-- Dataset content follows --

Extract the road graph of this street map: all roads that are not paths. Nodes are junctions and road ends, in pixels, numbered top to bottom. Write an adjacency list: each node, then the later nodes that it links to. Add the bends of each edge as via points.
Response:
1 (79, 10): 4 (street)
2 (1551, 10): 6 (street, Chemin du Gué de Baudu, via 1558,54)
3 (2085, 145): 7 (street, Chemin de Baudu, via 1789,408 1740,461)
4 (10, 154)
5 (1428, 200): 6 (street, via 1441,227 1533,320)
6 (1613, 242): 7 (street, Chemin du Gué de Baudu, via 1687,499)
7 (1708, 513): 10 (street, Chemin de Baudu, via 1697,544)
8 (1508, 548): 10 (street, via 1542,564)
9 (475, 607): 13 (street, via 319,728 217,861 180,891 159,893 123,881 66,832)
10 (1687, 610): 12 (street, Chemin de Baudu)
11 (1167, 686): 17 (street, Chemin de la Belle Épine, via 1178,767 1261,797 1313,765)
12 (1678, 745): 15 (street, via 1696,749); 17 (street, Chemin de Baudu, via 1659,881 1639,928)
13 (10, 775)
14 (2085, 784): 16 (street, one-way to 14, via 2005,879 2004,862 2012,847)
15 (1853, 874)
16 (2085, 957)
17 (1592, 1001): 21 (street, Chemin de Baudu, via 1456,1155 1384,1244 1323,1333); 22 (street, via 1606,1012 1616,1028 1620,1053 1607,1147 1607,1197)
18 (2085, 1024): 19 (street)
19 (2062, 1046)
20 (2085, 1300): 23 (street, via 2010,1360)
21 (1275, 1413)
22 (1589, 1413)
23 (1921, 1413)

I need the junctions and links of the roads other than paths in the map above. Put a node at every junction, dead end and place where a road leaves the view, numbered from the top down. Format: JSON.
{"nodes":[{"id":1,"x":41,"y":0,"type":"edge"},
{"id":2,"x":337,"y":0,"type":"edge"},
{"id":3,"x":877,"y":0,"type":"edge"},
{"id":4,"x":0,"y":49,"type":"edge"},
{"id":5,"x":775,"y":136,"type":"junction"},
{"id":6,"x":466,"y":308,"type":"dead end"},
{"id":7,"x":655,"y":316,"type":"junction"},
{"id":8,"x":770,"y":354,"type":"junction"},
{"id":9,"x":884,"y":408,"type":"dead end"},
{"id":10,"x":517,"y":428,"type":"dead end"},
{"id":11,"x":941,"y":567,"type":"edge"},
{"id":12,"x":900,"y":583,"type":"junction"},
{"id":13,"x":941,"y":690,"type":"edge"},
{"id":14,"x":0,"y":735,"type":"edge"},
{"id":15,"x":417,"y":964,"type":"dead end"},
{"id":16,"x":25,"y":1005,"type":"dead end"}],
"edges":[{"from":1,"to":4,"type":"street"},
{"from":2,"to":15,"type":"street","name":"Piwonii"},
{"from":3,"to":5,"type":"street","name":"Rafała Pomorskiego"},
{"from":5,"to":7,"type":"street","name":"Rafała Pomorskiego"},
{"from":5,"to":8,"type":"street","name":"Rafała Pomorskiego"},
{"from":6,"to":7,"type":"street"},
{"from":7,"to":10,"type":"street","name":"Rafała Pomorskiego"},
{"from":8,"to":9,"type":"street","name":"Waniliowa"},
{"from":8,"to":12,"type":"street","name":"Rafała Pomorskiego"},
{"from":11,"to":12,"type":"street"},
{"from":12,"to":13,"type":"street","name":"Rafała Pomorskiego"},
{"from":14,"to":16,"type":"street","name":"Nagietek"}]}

-- Dataset content concluded --

● What you need to do: Please copy every line of the material that contains the word "name".

● Expected answer:
{"from":2,"to":15,"type":"street","name":"Piwonii"},
{"from":3,"to":5,"type":"street","name":"Rafała Pomorskiego"},
{"from":5,"to":7,"type":"street","name":"Rafała Pomorskiego"},
{"from":5,"to":8,"type":"street","name":"Rafała Pomorskiego"},
{"from":7,"to":10,"type":"street","name":"Rafała Pomorskiego"},
{"from":8,"to":9,"type":"street","name":"Waniliowa"},
{"from":8,"to":12,"type":"street","name":"Rafała Pomorskiego"},
{"from":12,"to":13,"type":"street","name":"Rafała Pomorskiego"},
{"from":14,"to":16,"type":"street","name":"Nagietek"}]}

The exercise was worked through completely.